→ **What you have to do**:
Repeat all of the data word for word so that only the pictures are missing from the copy.

→ **Data in this exercise**:
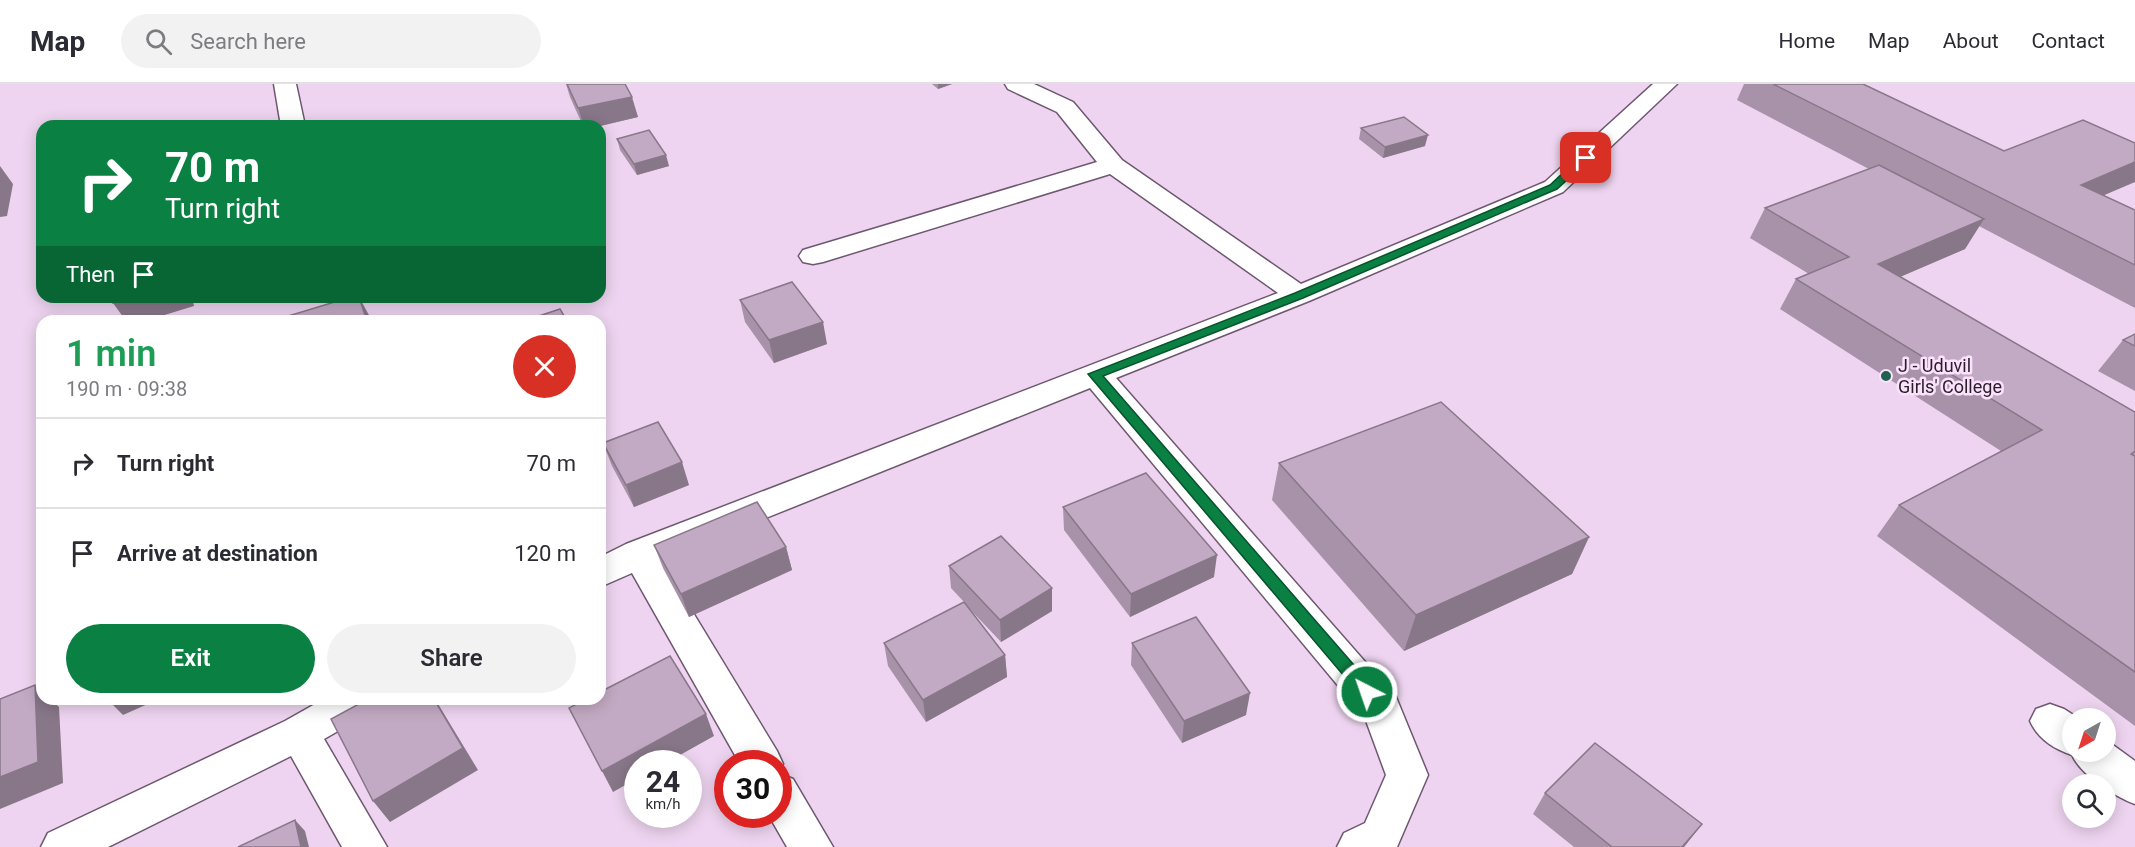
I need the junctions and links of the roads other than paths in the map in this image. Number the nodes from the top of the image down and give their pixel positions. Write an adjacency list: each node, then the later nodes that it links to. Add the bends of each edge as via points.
1 (285, 84): 4 (street)
2 (1016, 84): 5 (street, via 1065,107)
3 (1666, 84): 7 (street, via 1554,187)
4 (292, 120)
5 (1113, 165): 6 (street); 7 (street)
6 (813, 256)
7 (1299, 295): 8 (street)
8 (1095, 374): 9 (street); 20 (street, via 1382,709 1407,775 1380,837)
9 (639, 554): 10 (street); 13 (street)
10 (606, 570)
11 (349, 705): 12 (street)
12 (299, 733): 17 (street); 18 (street)
13 (754, 750)
14 (2104, 762): 15 (street)
15 (2135, 785)
16 (792, 815): 19 (street)
17 (63, 847)
18 (365, 847)
19 (811, 847)
20 (1359, 847)

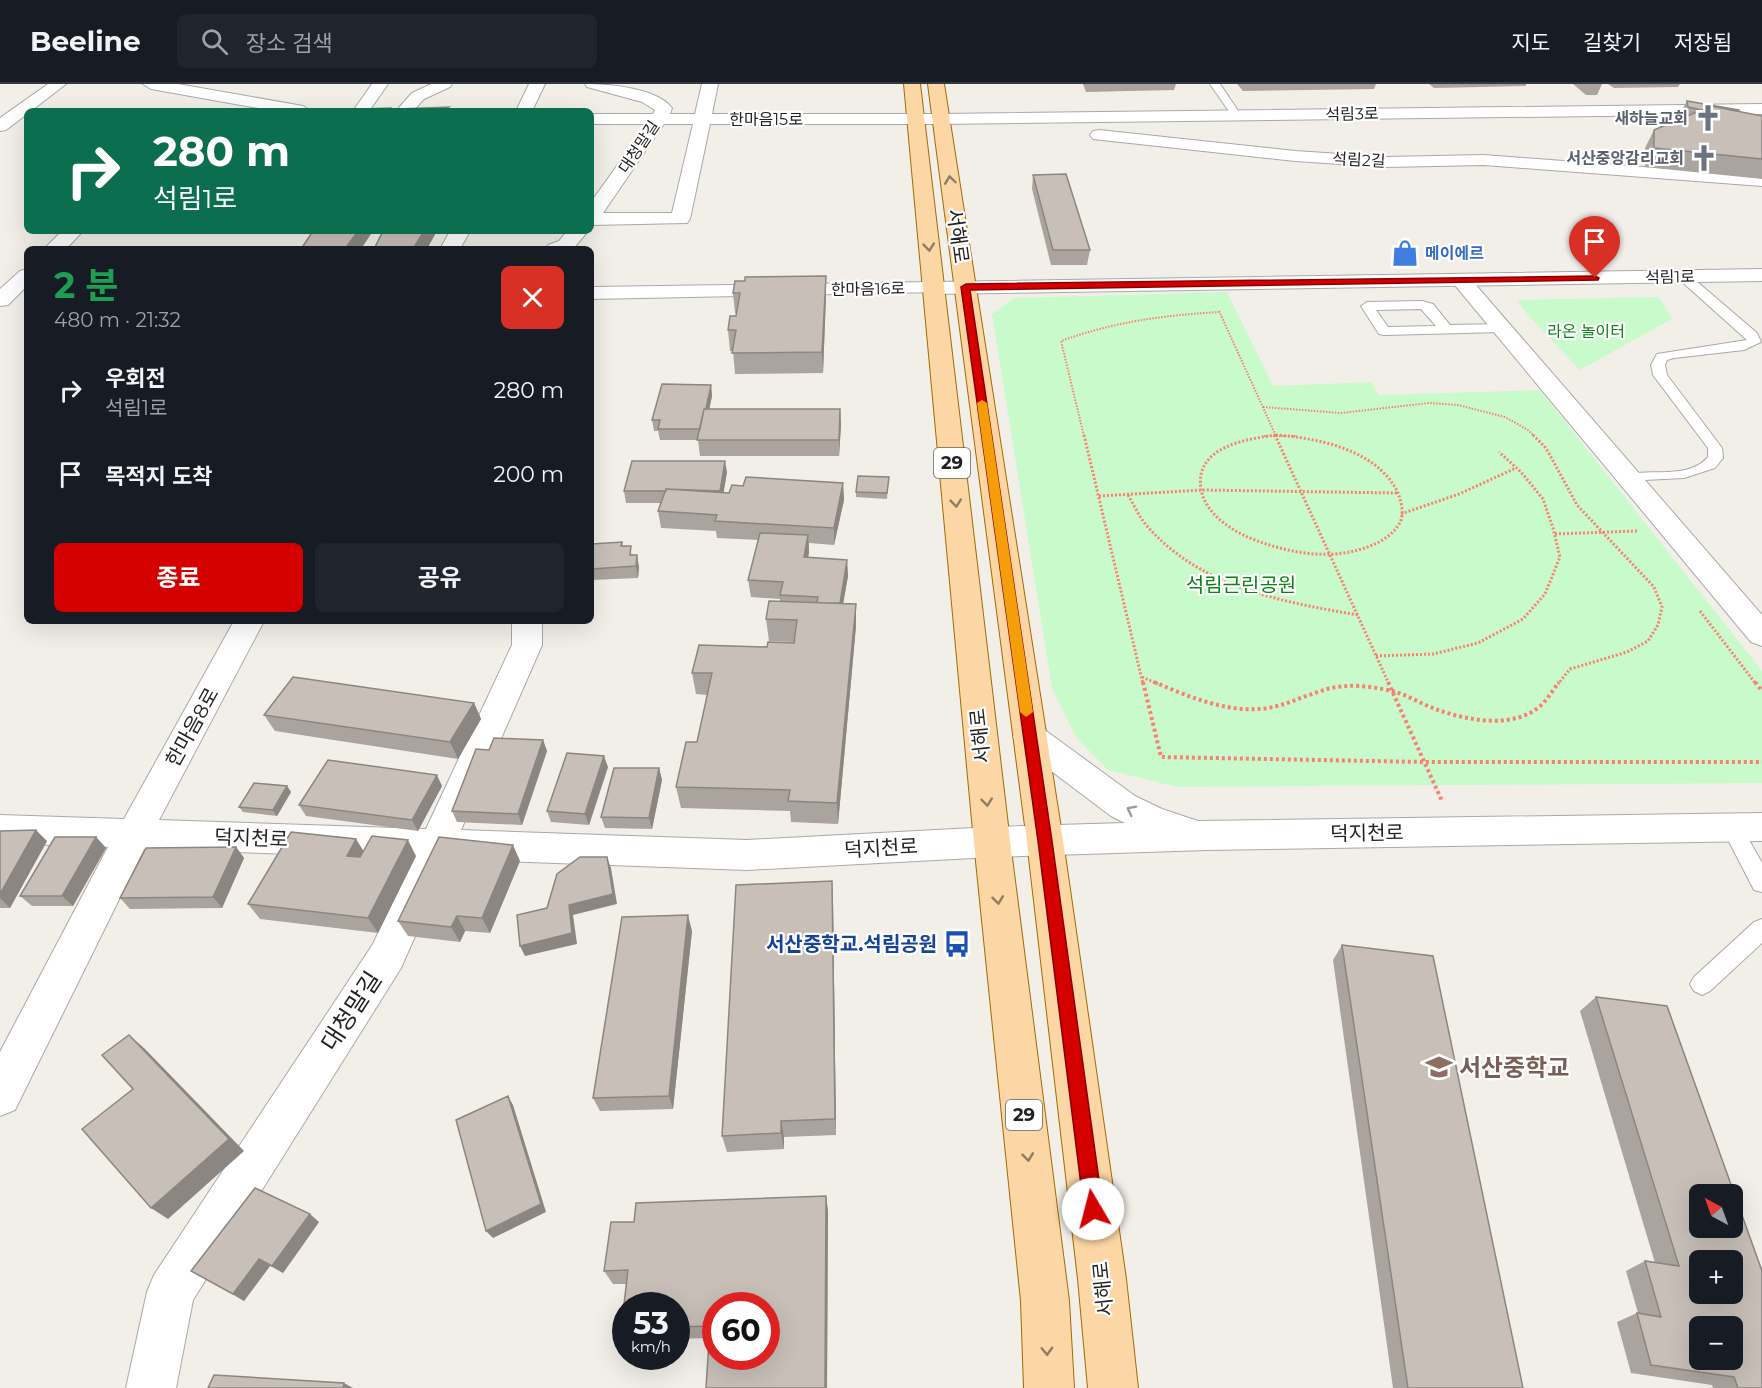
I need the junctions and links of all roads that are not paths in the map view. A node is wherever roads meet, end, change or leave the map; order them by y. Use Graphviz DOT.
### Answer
graph roads {
  1 [pos="58,84"];
  2 [pos="151,84"];
  3 [pos="380,84"];
  4 [pos="444,84"];
  5 [pos="537,84"];
  6 [pos="594,84"];
  7 [pos="710,84"];
  8 [pos="912,84"];
  9 [pos="936,84"];
  10 [pos="1215,84"];
  11 [pos="221,89"];
  12 [pos="24,108"];
  13 [pos="25,108"];
  14 [pos="201,108"];
  15 [pos="292,108"];
  16 [pos="363,108"];
  17 [pos="407,108"];
  18 [pos="525,108"];
  19 [pos="1762,109"];
  20 [pos="1236,115"];
  21 [pos="594,119"];
  22 [pos="659,119"];
  23 [pos="704,119"];
  24 [pos="915,119"];
  25 [pos="950,119"];
  26 [pos="24,123"];
  27 [pos="1,125"];
  28 [pos="1762,181"];
  29 [pos="594,214"];
  30 [pos="594,218"];
  31 [pos="70,234"];
  32 [pos="575,234"];
  33 [pos="57,246"];
  34 [pos="563,246"];
  35 [pos="1762,275"];
  36 [pos="1684,277"];
  37 [pos="24,278"];
  38 [pos="1461,280"];
  39 [pos="966,287"];
  40 [pos="933,288"];
  41 [pos="594,293"];
  42 [pos="24,296"];
  43 [pos="1,298"];
  44 [pos="1502,328"];
  45 [pos="1446,329"];
  46 [pos="1629,478"];
  47 [pos="247,624"];
  48 [pos="527,624"];
  49 [pos="1762,635"];
  50 [pos="1030,737"];
  51 [pos="1747,827"];
  52 [pos="0,829"];
  53 [pos="134,833"];
  54 [pos="1206,835"];
  55 [pos="1045,841"];
  56 [pos="992,842"];
  57 [pos="436,845"];
  58 [pos="1762,882"];
  59 [pos="1762,929"];
  60 [pos="1702,984"];
  61 [pos="0,1095"];
  62 [pos="151,1388"];
  63 [pos="1049,1388"];
  64 [pos="1113,1388"];
  1 -- 13 [label="street"];
  2 -- 11 [label="street"];
  3 -- 16 [label="street"];
  4 -- 17 [label="street"];
  5 -- 18 [label="street"];
  6 -- 22 [label="street, 대청말길"];
  7 -- 23 [label="street"];
  8 -- 24 [label="main road, 서해로 / 29"];
  9 -- 25 [label="main road, 서해로 / 29"];
  10 -- 20 [label="lane"];
  11 -- 14 [label="street"];
  11 -- 15 [label="street"];
  12 -- 27 [label="street"];
  19 -- 20 [label="street, 석림3로"];
  20 -- 25 [label="street, 석림3로"];
  21 -- 22 [label="street, 한마음15로"];
  22 -- 23 [label="street, 한마음15로"];
  22 -- 29 [label="street, 대청말길"];
  23 -- 24 [label="street, 한마음15로"];
  23 -- 30 [label="street"];
  24 -- 25 [label="street, 한마음15로"];
  24 -- 40 [label="main road, 서해로 / 29, one-way"];
  25 -- 28 [label="street, 석림2길"];
  39 -- 25 [label="main road, 서해로 / 29, one-way"];
  26 -- 27 [label="street"];
  31 -- 33 [label="street"];
  32 -- 34 [label="street"];
  35 -- 36 [label="street, 석림1로"];
  36 -- 38 [label="street, 석림1로"];
  36 -- 46 [label="lane"];
  37 -- 43 [label="street"];
  38 -- 39 [label="street, 석림1로"];
  38 -- 44 [label="street"];
  39 -- 40 [label="street, 한마음16로"];
  39 -- 50 [label="main road, 서해로 / 29"];
  40 -- 41 [label="street, 한마음16로"];
  40 -- 56 [label="main road, 서해로 / 29, one-way"];
  42 -- 43 [label="street"];
  44 -- 45 [label="lane"];
  44 -- 46 [label="street"];
  45 -- 45 [label="lane"];
  46 -- 49 [label="street"];
  47 -- 53 [label="street, 한마음8로"];
  48 -- 57 [label="street, 대청말길"];
  54 -- 50 [label="street, one-way"];
  50 -- 55 [label="main road, 서해로 / 29"];
  51 -- 54 [label="street, 덕지천로"];
  51 -- 58 [label="lane"];
  52 -- 53 [label="street, 덕지천로"];
  53 -- 57 [label="street, 덕지천로"];
  53 -- 61 [label="street, 한마음8로"];
  54 -- 55 [label="street, 덕지천로"];
  55 -- 56 [label="street, 덕지천로"];
  55 -- 64 [label="main road, 서해로 / 29"];
  56 -- 57 [label="street, 덕지천로"];
  56 -- 63 [label="main road, 서해로 / 29, one-way"];
  57 -- 62 [label="street, 대청말길"];
  59 -- 60 [label="lane"];
}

→ **Output**:
I need the junctions and links of the roads other than paths in the map in this image. Number the nodes from the top of the image down and give their pixel positions. Write an adjacency list: each node, then the later nodes that it links to. Add the bends of each edge as via points.
1 (285, 84): 4 (street)
2 (1016, 84): 5 (street, via 1065,107)
3 (1666, 84): 7 (street, via 1554,187)
4 (292, 120)
5 (1113, 165): 6 (street); 7 (street)
6 (813, 256)
7 (1299, 295): 8 (street)
8 (1095, 374): 9 (street); 20 (street, via 1382,709 1407,775 1380,837)
9 (639, 554): 10 (street); 13 (street)
10 (606, 570)
11 (349, 705): 12 (street)
12 (299, 733): 17 (street); 18 (street)
13 (754, 750)
14 (2104, 762): 15 (street)
15 (2135, 785)
16 (792, 815): 19 (street)
17 (63, 847)
18 (365, 847)
19 (811, 847)
20 (1359, 847)

I need the junctions and links of all roads that are not paths in the map view. A node is wherever roads meet, end, change or leave the map; order them by y. Use Graphviz DOT.
### Answer
graph roads {
  1 [pos="58,84"];
  2 [pos="151,84"];
  3 [pos="380,84"];
  4 [pos="444,84"];
  5 [pos="537,84"];
  6 [pos="594,84"];
  7 [pos="710,84"];
  8 [pos="912,84"];
  9 [pos="936,84"];
  10 [pos="1215,84"];
  11 [pos="221,89"];
  12 [pos="24,108"];
  13 [pos="25,108"];
  14 [pos="201,108"];
  15 [pos="292,108"];
  16 [pos="363,108"];
  17 [pos="407,108"];
  18 [pos="525,108"];
  19 [pos="1762,109"];
  20 [pos="1236,115"];
  21 [pos="594,119"];
  22 [pos="659,119"];
  23 [pos="704,119"];
  24 [pos="915,119"];
  25 [pos="950,119"];
  26 [pos="24,123"];
  27 [pos="1,125"];
  28 [pos="1762,181"];
  29 [pos="594,214"];
  30 [pos="594,218"];
  31 [pos="70,234"];
  32 [pos="575,234"];
  33 [pos="57,246"];
  34 [pos="563,246"];
  35 [pos="1762,275"];
  36 [pos="1684,277"];
  37 [pos="24,278"];
  38 [pos="1461,280"];
  39 [pos="966,287"];
  40 [pos="933,288"];
  41 [pos="594,293"];
  42 [pos="24,296"];
  43 [pos="1,298"];
  44 [pos="1502,328"];
  45 [pos="1446,329"];
  46 [pos="1629,478"];
  47 [pos="247,624"];
  48 [pos="527,624"];
  49 [pos="1762,635"];
  50 [pos="1030,737"];
  51 [pos="1747,827"];
  52 [pos="0,829"];
  53 [pos="134,833"];
  54 [pos="1206,835"];
  55 [pos="1045,841"];
  56 [pos="992,842"];
  57 [pos="436,845"];
  58 [pos="1762,882"];
  59 [pos="1762,929"];
  60 [pos="1702,984"];
  61 [pos="0,1095"];
  62 [pos="151,1388"];
  63 [pos="1049,1388"];
  64 [pos="1113,1388"];
  1 -- 13 [label="street"];
  2 -- 11 [label="street"];
  3 -- 16 [label="street"];
  4 -- 17 [label="street"];
  5 -- 18 [label="street"];
  6 -- 22 [label="street, 대청말길"];
  7 -- 23 [label="street"];
  8 -- 24 [label="main road, 서해로 / 29"];
  9 -- 25 [label="main road, 서해로 / 29"];
  10 -- 20 [label="lane"];
  11 -- 14 [label="street"];
  11 -- 15 [label="street"];
  12 -- 27 [label="street"];
  19 -- 20 [label="street, 석림3로"];
  20 -- 25 [label="street, 석림3로"];
  21 -- 22 [label="street, 한마음15로"];
  22 -- 23 [label="street, 한마음15로"];
  22 -- 29 [label="street, 대청말길"];
  23 -- 24 [label="street, 한마음15로"];
  23 -- 30 [label="street"];
  24 -- 25 [label="street, 한마음15로"];
  24 -- 40 [label="main road, 서해로 / 29, one-way"];
  25 -- 28 [label="street, 석림2길"];
  39 -- 25 [label="main road, 서해로 / 29, one-way"];
  26 -- 27 [label="street"];
  31 -- 33 [label="street"];
  32 -- 34 [label="street"];
  35 -- 36 [label="street, 석림1로"];
  36 -- 38 [label="street, 석림1로"];
  36 -- 46 [label="lane"];
  37 -- 43 [label="street"];
  38 -- 39 [label="street, 석림1로"];
  38 -- 44 [label="street"];
  39 -- 40 [label="street, 한마음16로"];
  39 -- 50 [label="main road, 서해로 / 29"];
  40 -- 41 [label="street, 한마음16로"];
  40 -- 56 [label="main road, 서해로 / 29, one-way"];
  42 -- 43 [label="street"];
  44 -- 45 [label="lane"];
  44 -- 46 [label="street"];
  45 -- 45 [label="lane"];
  46 -- 49 [label="street"];
  47 -- 53 [label="street, 한마음8로"];
  48 -- 57 [label="street, 대청말길"];
  54 -- 50 [label="street, one-way"];
  50 -- 55 [label="main road, 서해로 / 29"];
  51 -- 54 [label="street, 덕지천로"];
  51 -- 58 [label="lane"];
  52 -- 53 [label="street, 덕지천로"];
  53 -- 57 [label="street, 덕지천로"];
  53 -- 61 [label="street, 한마음8로"];
  54 -- 55 [label="street, 덕지천로"];
  55 -- 56 [label="street, 덕지천로"];
  55 -- 64 [label="main road, 서해로 / 29"];
  56 -- 57 [label="street, 덕지천로"];
  56 -- 63 [label="main road, 서해로 / 29, one-way"];
  57 -- 62 [label="street, 대청말길"];
  59 -- 60 [label="lane"];
}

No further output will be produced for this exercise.